On va, on va toujours. On parvient à un endroit où se discerne un monticule sombre au pied duquel semble grouiller une agitation humaine.

— Avancez par deux, dit le chef du détachement. Que chaque équipe de deux prenne, alternativement, un madrier et une claie.

Le chargement s’opère. Un des deux hommes prend avec le sien le fusil de son coéquipier. Celui-ci remue et dégage, non sans peine, du tas, un long madrier boueux et glissant qui pèse bien quarante kilos, ou bien une claie de branchages feuillus, grande comme une porte et qu’on peut tout juste maintenir sur son dos, les mains en l’air et cramponnées sur les bords, en se pliant.

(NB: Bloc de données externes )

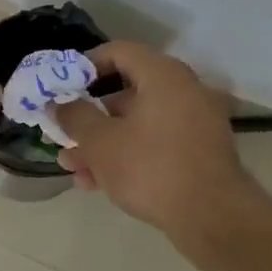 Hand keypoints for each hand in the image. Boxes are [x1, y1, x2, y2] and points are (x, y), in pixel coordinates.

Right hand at [49, 42, 260, 234]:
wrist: (212, 219)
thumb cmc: (150, 167)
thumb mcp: (99, 141)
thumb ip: (74, 116)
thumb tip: (59, 103)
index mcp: (164, 77)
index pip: (119, 52)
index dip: (86, 65)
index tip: (64, 85)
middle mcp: (184, 92)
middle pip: (126, 93)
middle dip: (89, 116)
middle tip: (64, 132)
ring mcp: (195, 124)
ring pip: (137, 123)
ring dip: (102, 142)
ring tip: (72, 166)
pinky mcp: (198, 153)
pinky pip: (154, 143)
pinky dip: (127, 154)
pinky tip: (97, 182)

On se remet en marche, parsemés sur la route maintenant grisâtre, très lentement, très pesamment, avec des geignements et de sourdes malédictions que l’effort étrangle dans les gorges. Au bout de cent mètres, les deux hommes formant équipe changent leurs fardeaux, de sorte qu’au bout de deux cents mètres, malgré la bise aigre et blanchissante du petit matin, tout le monde, sauf les gradés, ruisselle de sueur.